January 21, 2020 / 6:24 AM / a month ago

Trump und Macron nehmen im Steuerstreit Sonderzölle vom Tisch

U.S. President Donald Trump meets with France's President Emmanuel Macron, ahead of the NATO summit in Watford, in London, Britain, December 3, 2019. Ludovic Marin/Pool via REUTERS

Paris/Berlin (Reuters) - Frankreichs Präsident Emmanuel Macron und sein US-Amtskollege Donald Trump haben ihren Steuerstreit auf Eis gelegt.

Macron teilte am Montagabend mit, ein “großartiges Gespräch” mit Trump zur französischen Digitalsteuer gehabt zu haben. Beide Seiten würden zusammenarbeiten, um gegenseitige Strafzölle zu verhindern.

Aus diplomatischen Kreisen verlautete, der Burgfrieden solle bis Jahresende gelten. Bis dahin werde der Fokus auf den Bemühungen der Industriestaaten-Organisation OECD liegen, ein Konzept für eine globale Mindeststeuer und eine neue Form der Besteuerung von Internetfirmen auszuarbeiten, die für alle wichtigen Länder akzeptabel sei. Die Regierung in Paris hatte immer betont, ihren Alleingang zu beenden, sobald es eine internationale Lösung gibt.

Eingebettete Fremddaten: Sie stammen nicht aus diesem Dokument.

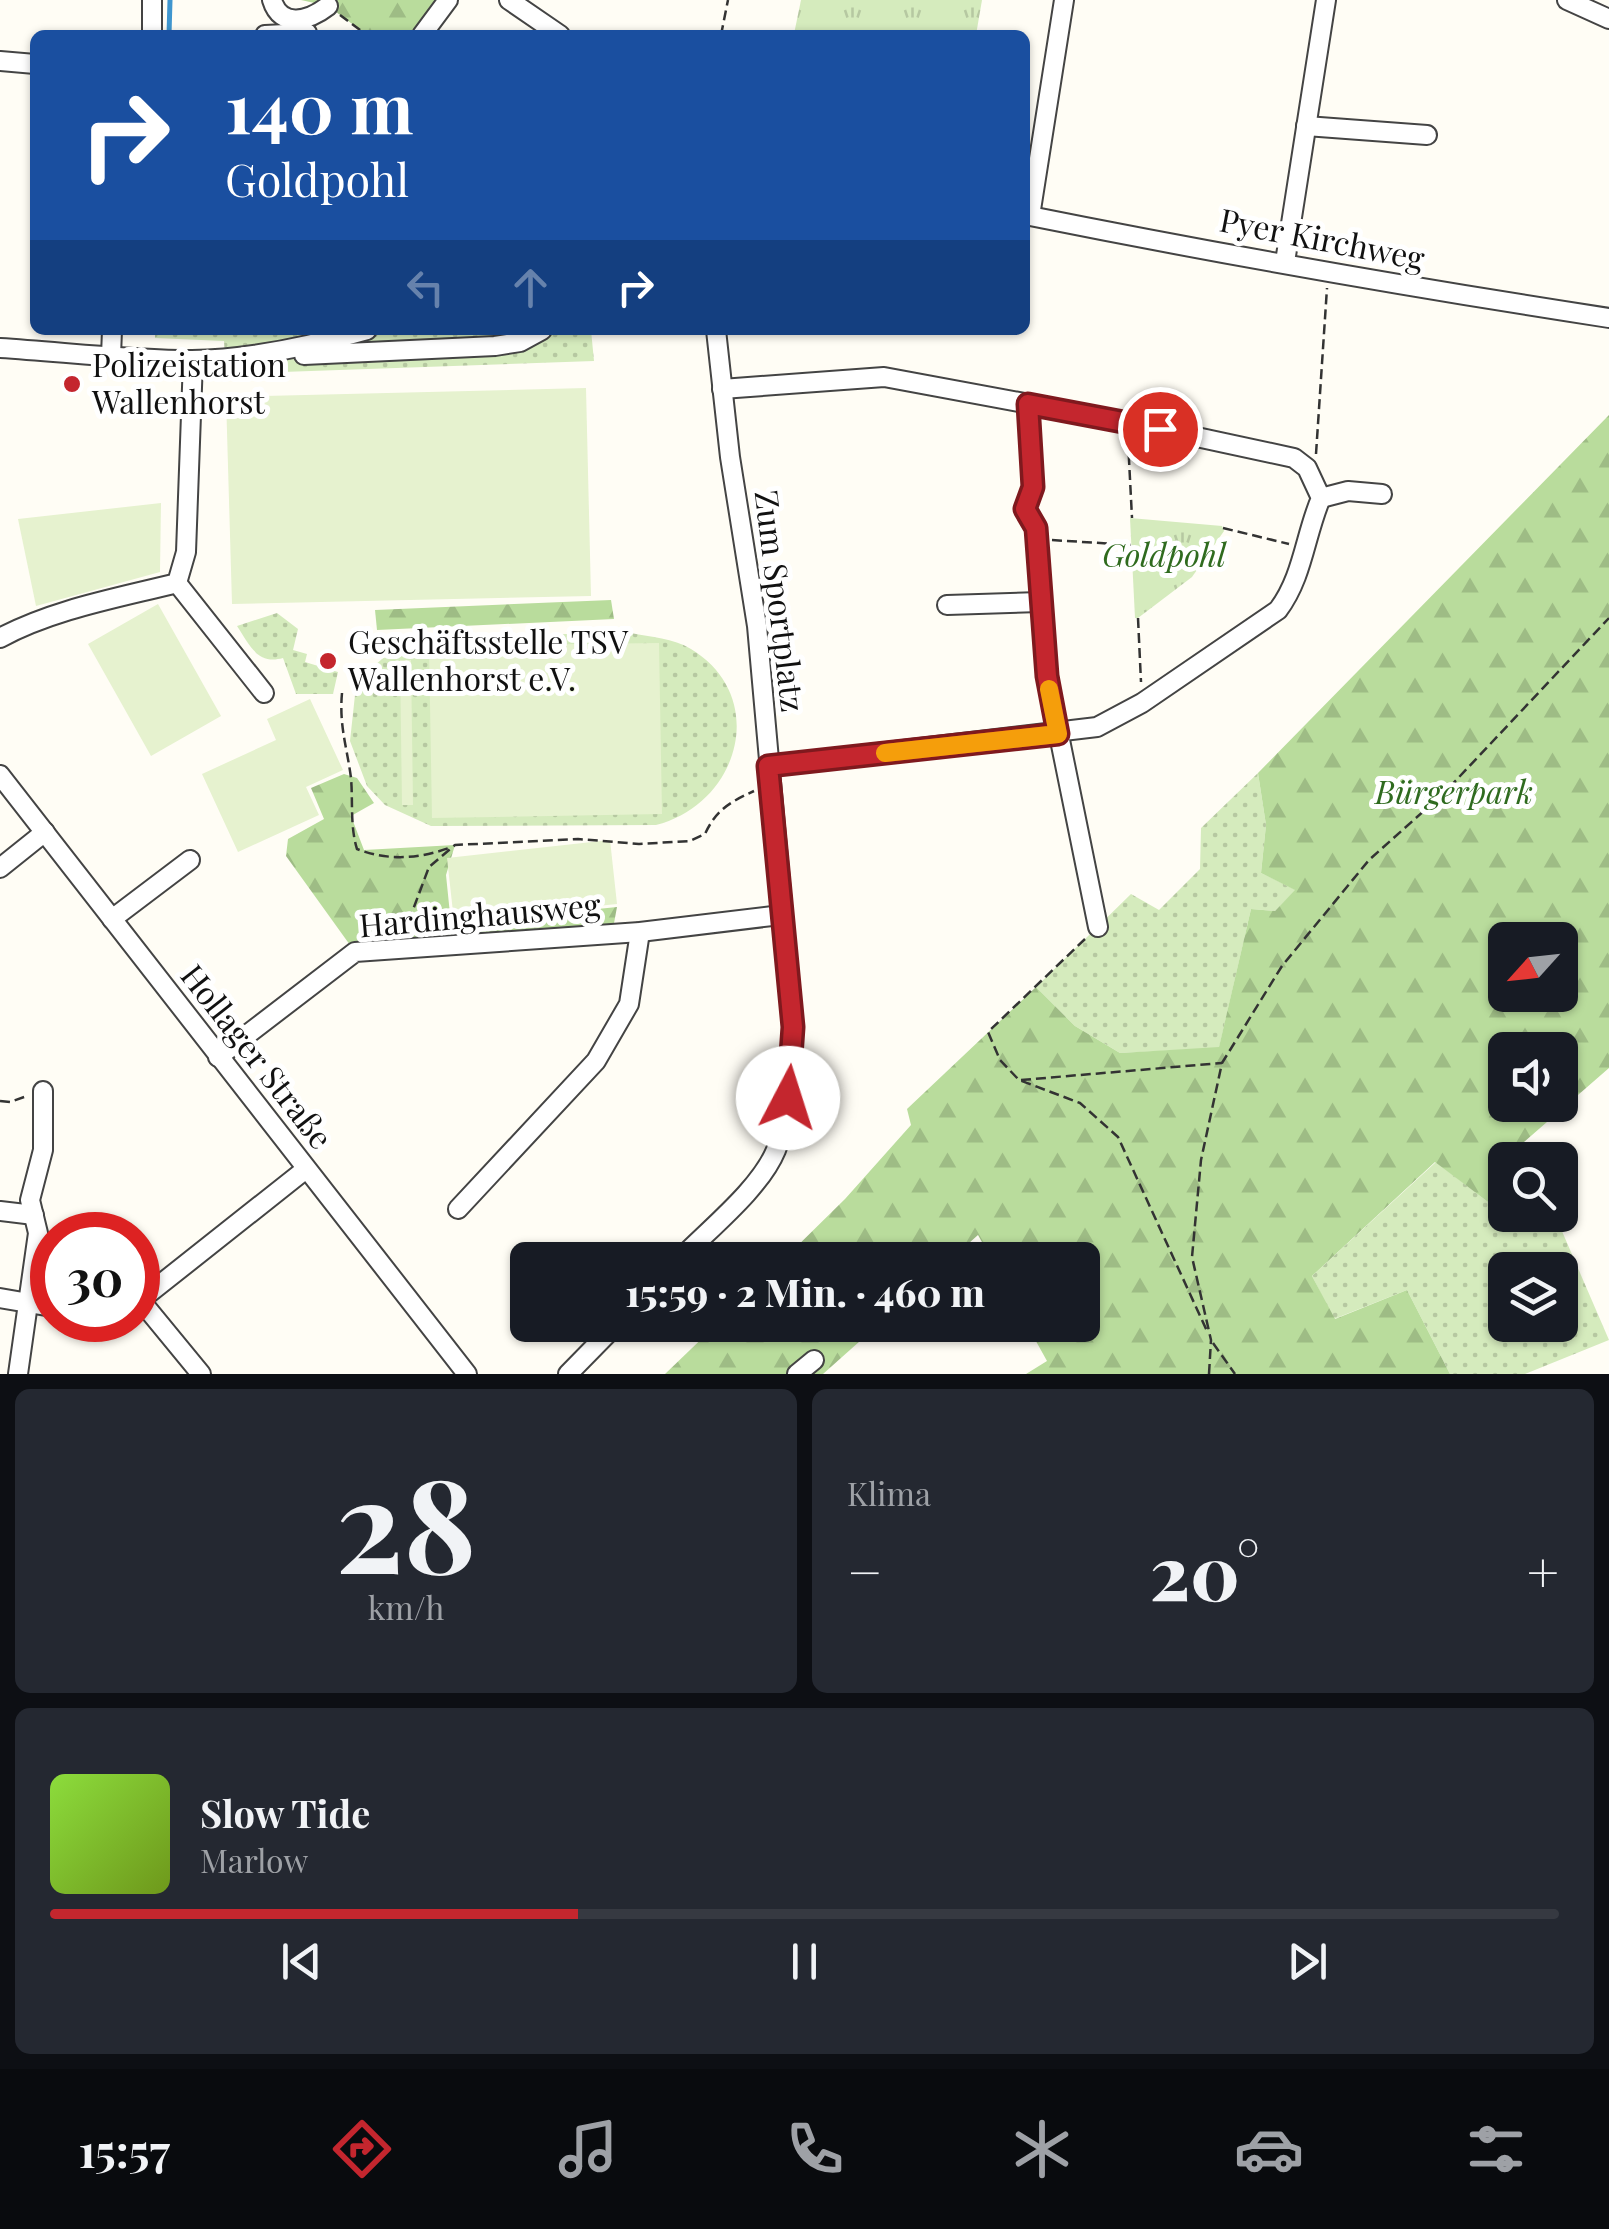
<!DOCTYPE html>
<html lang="de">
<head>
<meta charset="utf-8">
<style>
	:root { --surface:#171b24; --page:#242831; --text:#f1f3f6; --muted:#9ea1a6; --line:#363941; --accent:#c4262e }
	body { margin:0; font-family:"Playfair Display",serif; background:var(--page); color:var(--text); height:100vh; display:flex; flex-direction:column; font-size:38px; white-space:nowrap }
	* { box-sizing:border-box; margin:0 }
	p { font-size:32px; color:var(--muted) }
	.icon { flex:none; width:55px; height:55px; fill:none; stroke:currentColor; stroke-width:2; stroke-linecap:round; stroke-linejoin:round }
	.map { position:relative; height:1374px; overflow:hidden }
	.side { display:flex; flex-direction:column; gap:15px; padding:15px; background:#0d0f14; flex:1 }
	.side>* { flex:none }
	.banner { position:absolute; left:30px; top:30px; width:1000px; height:305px; border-radius:15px; box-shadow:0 2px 8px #0004; background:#1a4fa0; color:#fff; overflow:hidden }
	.needle { width:65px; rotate:243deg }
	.fabs { position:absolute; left:1488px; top:922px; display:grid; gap:20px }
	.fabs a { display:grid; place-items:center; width:90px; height:90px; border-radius:15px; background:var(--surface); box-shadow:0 2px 8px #0004; font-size:50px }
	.speed { position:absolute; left:30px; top:1212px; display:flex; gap:20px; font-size:50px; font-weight:700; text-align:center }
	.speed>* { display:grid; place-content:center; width:130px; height:130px; border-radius:50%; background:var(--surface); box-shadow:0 2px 8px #0004; line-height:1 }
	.speed .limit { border:15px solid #d22; background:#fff; color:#111 }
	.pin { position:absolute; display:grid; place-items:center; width:85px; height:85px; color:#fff; margin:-42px; border:5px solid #fff; border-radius:50%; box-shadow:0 2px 10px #0007 }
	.me { position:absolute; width:110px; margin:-55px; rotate:5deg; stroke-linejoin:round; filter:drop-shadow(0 0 8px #0008) }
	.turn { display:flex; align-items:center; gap:35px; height:210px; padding:0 30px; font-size:45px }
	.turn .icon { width:130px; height:130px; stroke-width:2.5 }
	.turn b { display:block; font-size:70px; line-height:85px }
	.lanes { display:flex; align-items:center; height:95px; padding:0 30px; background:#0003; justify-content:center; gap:50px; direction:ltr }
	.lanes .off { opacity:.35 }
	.big { font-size:75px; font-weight:800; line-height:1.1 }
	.side .tile { flex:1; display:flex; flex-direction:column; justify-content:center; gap:15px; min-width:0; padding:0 35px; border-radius:15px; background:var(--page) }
	.side .dial { align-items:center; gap:0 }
	.dial b { font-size:130px; line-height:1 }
	.song { display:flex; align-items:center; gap:30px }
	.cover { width:120px; height:120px; border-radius:15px; background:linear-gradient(135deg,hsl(90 70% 55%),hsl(80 70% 35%)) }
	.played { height:10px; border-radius:5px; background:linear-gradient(90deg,var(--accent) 35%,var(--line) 35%) }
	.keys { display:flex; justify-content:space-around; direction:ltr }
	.heat { display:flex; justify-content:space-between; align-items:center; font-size:55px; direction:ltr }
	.side .tiles { flex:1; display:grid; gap:15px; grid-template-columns:1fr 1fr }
	.tile:last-child { grid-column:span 2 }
	.trip { position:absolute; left:510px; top:1242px; width:590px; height:100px; border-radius:15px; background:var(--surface); box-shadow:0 2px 8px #0004; font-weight:800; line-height:100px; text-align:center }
	.tabs { display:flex; height:160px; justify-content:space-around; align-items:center; background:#090b0e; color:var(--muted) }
	.tabs .icon { width:70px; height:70px }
	.tabs .on { color:var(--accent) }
	.tabs b { font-size:45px; color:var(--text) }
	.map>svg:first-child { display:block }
	.grass { fill:url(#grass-dots); fill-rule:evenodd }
	.forest { fill:url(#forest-firs); fill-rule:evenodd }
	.park { fill:url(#park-tufts) }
	.pitch { fill:#e6f2cf }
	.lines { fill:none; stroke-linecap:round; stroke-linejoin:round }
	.stream { stroke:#3f96cf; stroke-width:5 }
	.minor-casing { stroke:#444; stroke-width:22 }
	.path { stroke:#333; stroke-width:2.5; stroke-dasharray:10 5; stroke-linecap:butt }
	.minor { stroke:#fff; stroke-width:18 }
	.route-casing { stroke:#7f191e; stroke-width:25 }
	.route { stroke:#c4262e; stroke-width:18 }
	.slow { stroke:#f59e0b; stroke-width:18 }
	.poi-dot { fill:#c4262e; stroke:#fff; stroke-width:4 }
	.labels { text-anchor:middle; stroke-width:10; stroke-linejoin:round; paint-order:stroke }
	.street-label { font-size:32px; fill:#111; stroke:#fff }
	.poi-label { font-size:32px; fill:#111; stroke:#fff; text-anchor:start }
	.park-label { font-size:32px; font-style:italic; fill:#2f6b1f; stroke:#fff }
</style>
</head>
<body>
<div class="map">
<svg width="1609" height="1374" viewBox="0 0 1609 1374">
	<defs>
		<pattern id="grass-dots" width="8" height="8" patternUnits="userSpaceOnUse" patternTransform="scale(2.5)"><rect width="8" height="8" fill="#d5ebbd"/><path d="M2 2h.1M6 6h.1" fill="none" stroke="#b6c8a1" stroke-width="1.8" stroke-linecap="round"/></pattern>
		<pattern id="forest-firs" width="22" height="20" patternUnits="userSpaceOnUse" patternTransform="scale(2.5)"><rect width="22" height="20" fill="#b9dc9c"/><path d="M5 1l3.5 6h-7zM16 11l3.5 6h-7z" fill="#9ebc85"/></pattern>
		<pattern id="park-tufts" width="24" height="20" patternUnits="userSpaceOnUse" patternTransform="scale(2.5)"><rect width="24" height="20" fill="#d5ebbd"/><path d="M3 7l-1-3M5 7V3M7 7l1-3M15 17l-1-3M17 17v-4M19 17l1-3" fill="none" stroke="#b6c8a1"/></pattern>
	</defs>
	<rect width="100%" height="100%" fill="#fffdf5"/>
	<g class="grass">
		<polygon points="155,330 591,330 594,361 226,374 224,341 155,338"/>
		<path d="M 277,613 L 298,629 L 293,650 L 307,654 L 305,662 L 338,672 L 333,694 L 296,694 L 283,658 C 258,665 250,646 237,626 Z"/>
		<path d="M 631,633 C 651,637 673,638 691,649 C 770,697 739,804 656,825 L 431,826 L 385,805 L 367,786 L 350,741 L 355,695 L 366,673 L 398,645 L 437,636 Z"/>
		<polygon points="1258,773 1266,825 1261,873 1296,890 1275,911 1251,909 1219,1048 1120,1053 1075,1026 1036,987 1131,894 1159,910 1200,869 1201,828"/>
		<path d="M 1436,1162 L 1488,1202 L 1505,1174 L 1505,1215 L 1555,1215 L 1609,1340 L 1525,1374 L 1450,1374 L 1407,1290 L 1334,1319 L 1312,1276 ZM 1505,1270 L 1560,1270 L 1560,1325 L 1505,1325 Z"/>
	</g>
	<g class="forest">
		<polygon points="301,0 437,0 422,35 367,35 328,6"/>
		<path d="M 1609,415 L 1609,1068 L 1524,1142 L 1513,1160 L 1505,1160 L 1505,1174 L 1488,1202 L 1435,1162 L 1312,1276 L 1335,1319 L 1407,1290 L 1450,1374 L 1026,1374 L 1047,1361 L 1027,1325 L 1082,1325 L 1082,1260 L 992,1260 L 978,1235 L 950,1260 L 783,1260 L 845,1199 L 911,1125 L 907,1109 L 1036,987 L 1075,1026 L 1120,1053 L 1219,1047 L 1251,909 L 1275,911 L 1295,890 L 1261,873 L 1266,825 L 1258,773 ZM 1560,940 L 1560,995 L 1505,995 L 1505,940 ZM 1560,1050 L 1560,1105 L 1505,1105 L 1505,1050 Z"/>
		<polygon points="611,600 614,619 377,630 375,610"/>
		<polygon points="344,774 357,778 374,803 351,816 364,850 455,845 446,875 451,924 617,907 612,934 355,952 286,856 288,839 324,819 311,788"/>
		<polygon points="716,1325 878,1325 823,1374 665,1374"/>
	</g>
	<g class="park">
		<polygon points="801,0 982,0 976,35 800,35 794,34"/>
		<polygon points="1130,518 1222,526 1224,531 1192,577 1138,618 1135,618"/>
	</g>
	<g class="pitch">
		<polygon points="586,388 591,596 232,604 226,397"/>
		<polygon points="161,503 160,572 36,606 18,519"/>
		<polygon points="158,604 221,716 151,756 88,644"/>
		<polygon points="659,643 662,814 432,818 429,646"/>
		<polygon points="400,660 411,660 413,805 402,805"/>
		<polygon points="310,699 343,770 306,787 319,815 238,852 202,774 276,740 267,719"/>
		<polygon points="610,840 617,904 454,921 447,858"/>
	</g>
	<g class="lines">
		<polyline class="stream" points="169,35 170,0"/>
		<g class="minor-casing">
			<g id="minor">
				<polyline points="152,0 152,35"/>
				<path d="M 272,0 C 281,30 310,20 328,6"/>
				<polyline points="509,0 560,35"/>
				<polyline points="1567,0 1609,19"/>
				<polyline points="265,35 307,33"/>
				<polyline points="422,35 448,0"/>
				<polyline points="0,61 35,64"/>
				<polyline points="1306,126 1427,135"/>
				<path d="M 1025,215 C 1219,254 1414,288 1609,318"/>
				<polyline points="1030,216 1064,0"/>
				<polyline points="1285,262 1326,0"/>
				<path d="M 0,348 C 64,352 128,360 192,360 C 251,359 311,346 367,330"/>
				<polyline points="304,355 495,346 520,342 542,330"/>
				<polyline points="111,356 112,330"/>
				<path d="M 722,389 L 884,377 L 1127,422 L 1294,458 L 1307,468 L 1321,498 C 1305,535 1303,577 1278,610 L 1142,703 L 1097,727 L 768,766"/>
				<polyline points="1028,404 1033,487 1025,509 1036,527 1047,676 1098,927"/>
				<polyline points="1321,498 1348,491 1382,494"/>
				<polyline points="177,583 264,693"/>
				<polyline points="947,605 1040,602"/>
				<path d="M 0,638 C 54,609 118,598 177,583 L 186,552 L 193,360"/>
				<polyline points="0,775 467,1374"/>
				<polyline points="0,868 45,832"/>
				<polyline points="112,919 190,860"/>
				<polyline points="218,1057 355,952 640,932 781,915"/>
				<polyline points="458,1209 596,1061 629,1004 640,932"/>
				<polyline points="0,1211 34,1215"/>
				<path d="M 679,1260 C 709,1229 760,1189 776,1150 C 792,1112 792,1067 793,1027 L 757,626 L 730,457 L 716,330"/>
				<polyline points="0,1298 52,1307"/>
				<polyline points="141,1301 201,1374"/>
				<polyline points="138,1302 306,1169"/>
				<polyline points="18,1374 38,1233 30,1200 43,1150 43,1091"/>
				<polyline points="568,1374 616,1325"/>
				<polyline points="797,1374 814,1360"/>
			</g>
		</g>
		<g class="path">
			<polyline points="340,15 367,35"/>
			<polyline points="721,35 728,0"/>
			<polyline points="1128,440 1132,518"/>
			<polyline points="1316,454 1327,288"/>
			<polyline points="1223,528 1289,544"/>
			<polyline points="1052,540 1131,545"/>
			<polyline points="1138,618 1141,682"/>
			<path d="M 342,693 C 339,726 347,747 351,778 C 353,801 350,827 357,849 C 388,861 418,859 449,848"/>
			<path d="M 379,933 L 411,915 L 429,867 L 455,845 L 578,839 L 639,844 L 690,841 L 705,834 C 716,810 730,802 754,791"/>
			<polyline points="1085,939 988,1032 1000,1060 1019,1080 1080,1103 1118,1137 1207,1331"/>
			<polyline points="1021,1080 1222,1063"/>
			<polyline points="0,1101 10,1102 27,1096"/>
			<polyline points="1213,1343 1235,1374"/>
			<polyline points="1209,1374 1211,1340 1192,1257 1201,1160 1222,1063 1282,966 1369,860 1445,792 1609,618"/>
		</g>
		<use href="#minor" class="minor"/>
	</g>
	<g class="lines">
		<g class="route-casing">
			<polyline id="route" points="788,1098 793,1027 768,766 1058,734 1047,676 1036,528 1025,509 1033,487 1028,404 1160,429"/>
		</g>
		<use href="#route" class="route"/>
		<polyline class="slow" points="885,753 1058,734 1049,689"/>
	</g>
	<g class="poi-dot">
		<circle cx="72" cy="384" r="10"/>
		<circle cx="328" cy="661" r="10"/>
	</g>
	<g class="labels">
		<g class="street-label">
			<text transform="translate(1322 240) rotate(11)" y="11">Pyer Kirchweg</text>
			<text transform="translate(779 601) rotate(83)" y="11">Zum Sportplatz</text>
			<text transform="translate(480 916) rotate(-5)" y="11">Hardinghausweg</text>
			<text transform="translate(256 1057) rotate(52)" y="11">Hollager Straße</text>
		</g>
		<g class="poi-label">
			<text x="92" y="377">Polizeistation<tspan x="92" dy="37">Wallenhorst</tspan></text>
			<text x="348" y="654">Geschäftsstelle TSV<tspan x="348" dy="37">Wallenhorst e.V.</tspan></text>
		</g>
		<g class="park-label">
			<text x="1164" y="567">Goldpohl</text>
			<text x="1454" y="804">Bürgerpark</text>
		</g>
	</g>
</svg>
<div class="fabs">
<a><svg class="needle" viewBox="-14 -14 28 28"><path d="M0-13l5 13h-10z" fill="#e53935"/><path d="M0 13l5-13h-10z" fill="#9ea1a6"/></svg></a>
<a><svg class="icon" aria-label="sound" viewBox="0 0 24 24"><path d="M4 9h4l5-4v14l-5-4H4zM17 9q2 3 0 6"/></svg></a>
<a><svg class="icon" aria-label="search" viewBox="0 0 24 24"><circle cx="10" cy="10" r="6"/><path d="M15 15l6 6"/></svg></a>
<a><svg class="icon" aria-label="layers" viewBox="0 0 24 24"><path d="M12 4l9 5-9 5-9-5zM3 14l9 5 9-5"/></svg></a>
</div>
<div class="speed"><div class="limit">30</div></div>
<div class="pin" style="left:1160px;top:429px;background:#d93025"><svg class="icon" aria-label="arrive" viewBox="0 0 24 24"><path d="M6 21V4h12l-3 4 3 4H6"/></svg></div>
<svg class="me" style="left:788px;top:1098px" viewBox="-20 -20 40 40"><circle r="19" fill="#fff"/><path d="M0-13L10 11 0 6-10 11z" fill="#c4262e"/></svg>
<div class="trip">15:59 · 2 Min. · 460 m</div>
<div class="banner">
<div class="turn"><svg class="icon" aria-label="right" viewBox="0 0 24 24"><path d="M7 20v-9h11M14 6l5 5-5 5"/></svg><div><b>140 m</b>Goldpohl</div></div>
<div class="lanes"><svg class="icon off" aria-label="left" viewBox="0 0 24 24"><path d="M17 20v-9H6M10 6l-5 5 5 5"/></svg><svg class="icon off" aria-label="ahead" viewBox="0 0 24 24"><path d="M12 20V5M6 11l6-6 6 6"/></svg><svg class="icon" aria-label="right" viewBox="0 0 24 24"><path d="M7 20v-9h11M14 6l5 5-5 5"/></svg></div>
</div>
</div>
<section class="side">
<div class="tiles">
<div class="tile dial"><b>28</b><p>km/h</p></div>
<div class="tile"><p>Klima</p>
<div class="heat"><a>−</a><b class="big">20°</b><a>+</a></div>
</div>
<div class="tile">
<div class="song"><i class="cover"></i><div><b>Slow Tide</b><p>Marlow</p></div></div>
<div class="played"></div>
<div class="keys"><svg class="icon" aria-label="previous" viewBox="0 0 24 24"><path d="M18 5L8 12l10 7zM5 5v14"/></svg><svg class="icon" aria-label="pause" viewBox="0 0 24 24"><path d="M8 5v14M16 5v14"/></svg><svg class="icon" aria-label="next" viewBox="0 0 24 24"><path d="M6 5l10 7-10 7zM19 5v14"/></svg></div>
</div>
</div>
</section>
<nav class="tabs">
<b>15:57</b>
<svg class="icon on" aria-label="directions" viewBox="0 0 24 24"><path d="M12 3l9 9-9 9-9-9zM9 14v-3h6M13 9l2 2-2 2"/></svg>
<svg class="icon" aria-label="music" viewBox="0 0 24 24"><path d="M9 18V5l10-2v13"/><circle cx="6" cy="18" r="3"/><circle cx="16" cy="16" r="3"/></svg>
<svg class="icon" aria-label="phone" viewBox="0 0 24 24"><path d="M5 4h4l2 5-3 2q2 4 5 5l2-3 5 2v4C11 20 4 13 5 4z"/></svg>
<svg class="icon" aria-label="climate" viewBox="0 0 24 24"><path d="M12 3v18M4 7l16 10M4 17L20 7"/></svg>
<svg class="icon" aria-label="car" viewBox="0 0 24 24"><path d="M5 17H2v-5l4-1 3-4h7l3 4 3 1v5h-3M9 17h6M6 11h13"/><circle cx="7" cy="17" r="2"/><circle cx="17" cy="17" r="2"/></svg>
<svg class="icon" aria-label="filters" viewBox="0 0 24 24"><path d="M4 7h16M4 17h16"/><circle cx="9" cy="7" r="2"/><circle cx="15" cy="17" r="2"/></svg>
</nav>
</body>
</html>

Knapp 140 Länder wollen sich Ende des Monats bei der OECD treffen, um die internationalen Steuerregeln an das digitale Zeitalter anzupassen. Sollte es dabei eine Einigung geben, wäre es die größte Reform in diesem Bereich seit rund 100 Jahren. Frankreichs Finanzminister Bruno Le Maire sagte, die Verhandlungen mit den USA zur Besteuerung von Internetfirmen seien schwierig. Der vereinbarte Burgfrieden sei aber positiv zu bewerten. Es bleibe das Ziel, eine Mindeststeuer für Konzerne einzuführen. Der finanzpolitische Sprecher der Linken im Bundestag, Fabio De Masi, verwies darauf, dass die Niederlande, Luxemburg und Malta dies zu verhindern suchten. Dort gelten deutlich niedrigere Steuersätze.

GOOGLE & CO IN DER KRITIK

Frankreich hat beschlossen, eine Digitalsteuer von drei Prozent zu erheben. Diese stößt auf heftige amerikanische Kritik, weil vor allem US-Konzerne wie Google und Amazon davon betroffen sind. Das hat den Handelsstreit der USA mit Europa angeheizt. Trump drohte in diesem Zusammenhang mit hohen Sonderzöllen auf französische Produkte wie Champagner, Käse und Luxus-Handtaschen.

Das US-Präsidialamt teilte mit, Trump und Macron seien sich einig, dass es wichtig sei, die Verhandlungen zur Digitalsteuer erfolgreich abzuschließen. Das Thema dürfte auch beim laufenden Weltwirtschaftsforum in Davos besprochen werden. Viele Internet-Firmen stehen in der Kritik, weil sie Gewinne geschickt in Niedrigsteuerländer verlagern und so insgesamt vergleichsweise wenig zahlen. Nach EU-Angaben kommen Internetfirmen bei der Steuerlast verglichen mit anderen Konzernen nur auf rund ein Drittel.

Bundesfinanzminister Olaf Scholz hatte sich zu Wochenbeginn optimistisch geäußert: “Alles sieht danach aus, dass die Grundlagen eines solchen Konsenses in der OECD in diesem Monat, Anfang nächsten Monats gelegt werden können.” Damit könne es dann noch in diesem Jahr eine endgültige Verständigung geben. Deutschland wolle die EU-Ratspräsidentschaft im zweiten Halbjahr für die Umsetzung nutzen. “Wir brauchen Veränderungen.” Es dürfe keinen globalen Steuersenkungswettbewerb mehr geben.

Weil es auf internationaler Ebene bislang keinen Konsens gibt, geht nicht nur Frankreich einen eigenen Weg. US-Finanzminister Steven Mnuchin warnte in einem Interview des “Wall Street Journal” auch Großbritannien und Italien mit Sonderzöllen, sollten sie entsprechende Pläne vorantreiben. Ein Sprecher von Premierminister Boris Johnson sagte, Großbritannien strebe eine globale Lösung an und beteilige sich an den Arbeiten dazu.